The Appomattox Campaign

After shattering a large part of Lee's army at Sailor's Creek, Phil Sheridan telegraphed U.S. Grant:
I have the honor to report that the enemy made a stand at the intersection of Burke's Station road with the road upon which they were retreating.  I attacked them with two divisions of the Sixth Army Corps and routed them handsomely, making a connection with the cavalry.  I am still pressing on with both cavalry and infantry.  Up to the present time we have captured Generals Ewell, Kershaw, Baron, Corse, De Foe [Du Bose], and Custis Lee, several thousand prisoners, 14 pieces of artillery, with caissons and a large number of wagons.  If the thing is pressed I think that Lee will surrender.
The next morning, as he prepared to leave City Point to return to Washington, President Lincoln saw Sheridan's message and telegraphed Grant:
General Sheridan says: "If the thing is pressed I think that Lee will surrender".  Let the thing be pressed.

The night of April 6-7 had been the second consecutive night march for Lee's shrinking and weary army.  In his essential memoir, Fighting For The Confederacy, Longstreet's artillery chief General Edward Porter Alexander wrote of that march:
. . . this night was actively wretched.  I was 8 hours in riding the 6 miles to Farmville.  The road was one sea of mud through which men, horses, ambulances, artillery, & cavalry splashed & foundered & stopped in the darkness & splashed & floundered & stopped again.  And if it was that to me on horseback what must it have been to the poor fellows on foot loaded with  muskets, blankets, & ammunition & worn with continuous marching & digging & lack of food.
April 7 was another day of drama at High Bridge but on this day it was the retreating Confederates who were trying to burn the bridge in order to thwart the Federal pursuit rather than the Federals trying to burn it to cut off the Confederate retreat as happened on the previous day.  The rebels were only partly successful burning the railroad bridge but unable to destroy the lower wagon bridge before it was captured by Union troops ending Lee's hopes of being able to break contact with the pursuing Grant.

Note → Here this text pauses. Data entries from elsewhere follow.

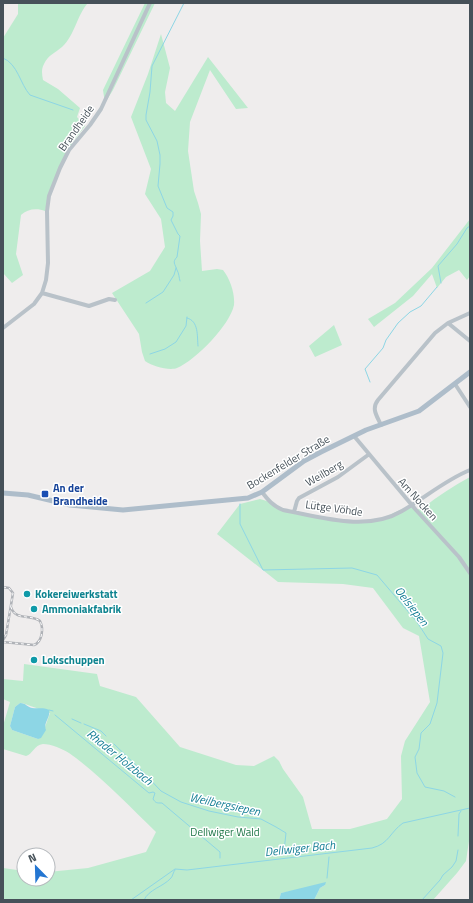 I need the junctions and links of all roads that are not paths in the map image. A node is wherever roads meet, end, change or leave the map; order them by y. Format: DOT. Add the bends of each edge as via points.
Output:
graph roads {
  1 [pos="150,3"];
  2 [pos="42,293"];
  3 [pos="115,300"];
  4 [pos="470,313"];
  5 [pos="448,323"];
  6 [pos="3,328"];
  7 [pos="470,341"];
  8 [pos="470,372"];
  9 [pos="455,384"];
  10 [pos="470,407"];
  11 [pos="381,425"];
  12 [pos="354,436"];
  13 [pos="368,455"];
  14 [pos="470,470"];
  15 [pos="262,492"];
  16 [pos="3,493"];
  17 [pos="411,505"];
  18 [pos="294,512"];
  19 [pos="470,573"];
  1 -- 2 [label="street, Brandheide" via="101,109 69,150 49,196 48,263"];
  2 -- 3 [label="street" via="89,306 109,299"];
  2 -- 6 [label="street, Brandheide" via="34,304"];
  4 -- 5 [label="street"];
  5 -- 7 [label="street"];
  5 -- 11 [label="street" via="428,340 375,403 374,410"];
  8 -- 9 [label="main road, Bockenfelder Straße"];
  9 -- 10 [label="street"];
  9 -- 11 [label="main road, Bockenfelder Straße" via="419,411"];
  11 -- 12 [label="main road, Bockenfelder Straße"];
  12 -- 13 [label="street, Am Nocken"];
  12 -- 15 [label="main road, Bockenfelder Straße" via="310,458"];
  13 -- 17 [label="street, Am Nocken"];
  13 -- 18 [label="street, Weilberg" via="338,477 300,498"];
  14 -- 17 [label="street, Lütge Vöhde"];
  15 -- 16 [label="main road, Bockenfelder Straße" via="242,499 123,510 70,505 28,495"];
  15 -- 18 [label="street, Lütge Vöhde" via="278,508"];
  17 -- 18 [label="street, Lütge Vöhde" via="390,517 366,522 351,522"];
  17 -- 19 [label="street, Am Nocken" via="459,557"];
}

It was on that day that Alexander noted the Confederate soldiers were "beginning to foresee the inevitable end" and heard his cannoneers shouting to him "Don't surrender no ammunition!" and "Let us shoot up this ammunition first if we got to surrender!".

That afternoon U.S. Grant decided to open communications with Lee writing him at 5pm:
General:  The events of the last week must convince you of the hopelessness of further resistance on the part of the Army of Northern Virginia, in this struggle.  I feel that it is so, & regard it as my duty to shift from myself the responsibility of any further effusion of blood by asking of you the surrender of the Confederate States Army known  as the Army of Northern Virginia.
Grant's message reached Lee sometime after 9pm when he was with General Longstreet.  He showed it to Longstreet who replied "not yet".  Lee responded (Grant received it the next morning):
General:  I have received your note of this date.  Though not entertaining the opinion you express on the hopelessness of further resistance on the part of the Army of Northern Virginia, I reciprocate your desire to avoid useless effusion of blood, & therefore, before considering your proposition, ask the terms you will offer on condition of its surrender.
Lee knew he was in a trap.  Alexander summarized the situation:
We were now in a sort of jug shaped peninsula between the James River & the Appomattox, & there was but one outlet, the neck of the jug at Appomattox C.H. [Court House], and to that Grant had the shortest road! [See Map on April 3 post]
The only way out for Lee was to beat the Union army to the railroad (and rations) at Appomattox Station, three miles to the west of the Court House.  He ordered yet another night march.